Mark Ibold of Pavement (photo by Kate Gardiner/NewsHour)

Having caught the band several times in its earliest days with drummer Gary Young, a middle-aged (at the time) drunk who spent as much time running around in the crowd as he did behind his drum kit, I always considered that to be the ultimate live Pavement. The other musicians could be shoegazers, and at least Young offered a bit of silly visual excitement. Mid-period Pavement was fine musically but offered little to look at, and the late period of the band was marked by the occasional pointless noodling.

Though Young is missing from the reunion, Stephen Malkmus and his bandmates were musically concise, tight, and focused, and they delivered many of their best songs—“Range Life,” “Frontwards,” “Greenlander,” and “Unfair” among them—in versions that were every bit as strong as they were back in the day, and better in some cases than that last stage of the group. Since the music always seemed timeless, there was less of a taint of nostalgia here then with, say, the Pixies reunion, though to be sure, the motivations probably were very much the same, and mostly colored green.

So that was that for the fifth (or sixth) Pitchfork Music Festival, and the one—and I trust you’ve gathered this by now—that I liked the least.

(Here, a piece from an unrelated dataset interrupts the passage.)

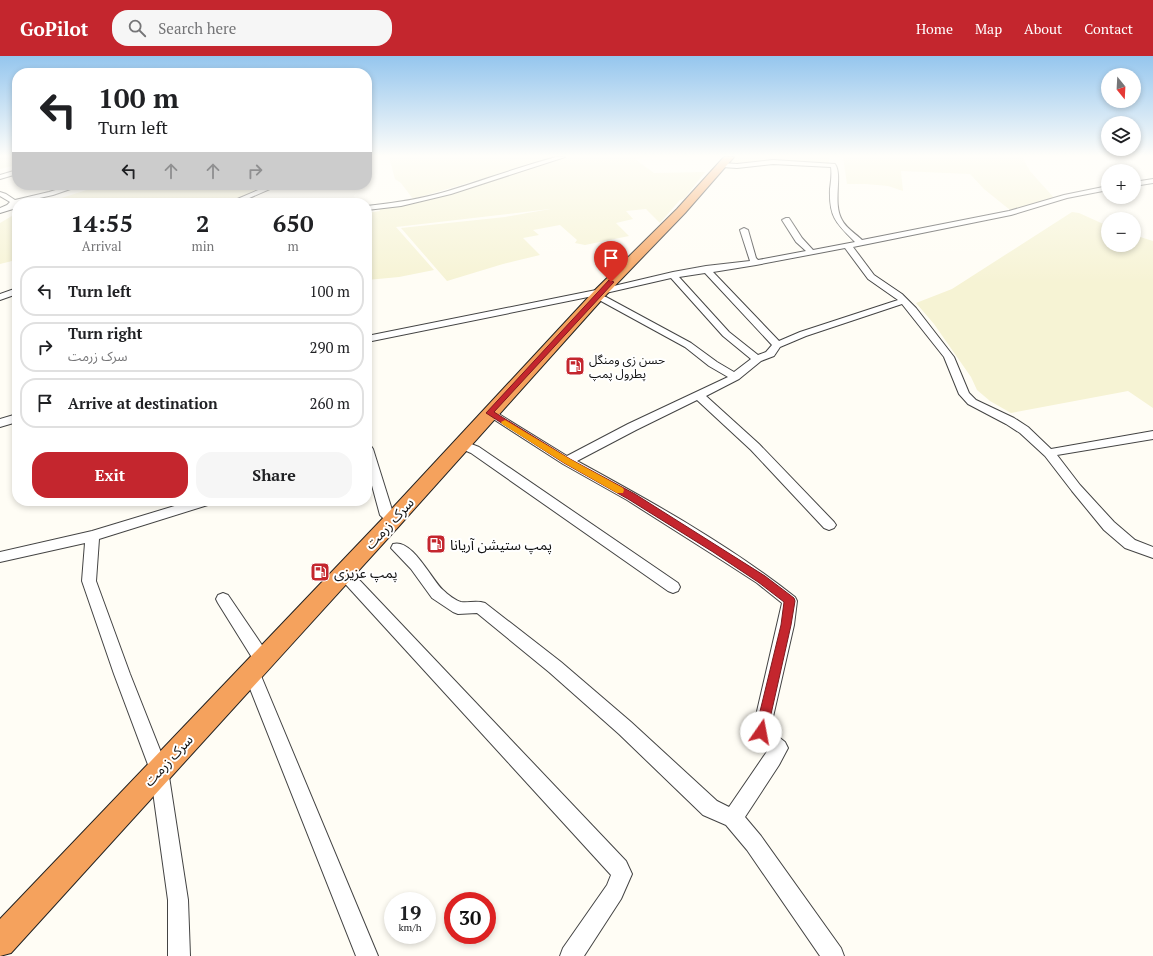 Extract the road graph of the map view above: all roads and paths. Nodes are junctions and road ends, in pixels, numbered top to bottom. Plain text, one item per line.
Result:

But I do need to make one more thing very clear: The festival consistently remains the best-run, most community-oriented of any of the (conservatively) four dozen of these sorts of events that I’ve attended across the country and in Europe over the last three decades.

Pitchfork is the festival Chicago needs and deserves. So it had an off year; that doesn’t mean I’m not already looking forward to 2011. And even a mediocre Pitchfork will always be infinitely better than the soulless and corporate Walmart on the Lake known as Lollapalooza–which, as my recent reporting hopefully has made clear, is a very Chicago event in all of the worst ways, while Pitchfork continues to stand for the local music community at its best.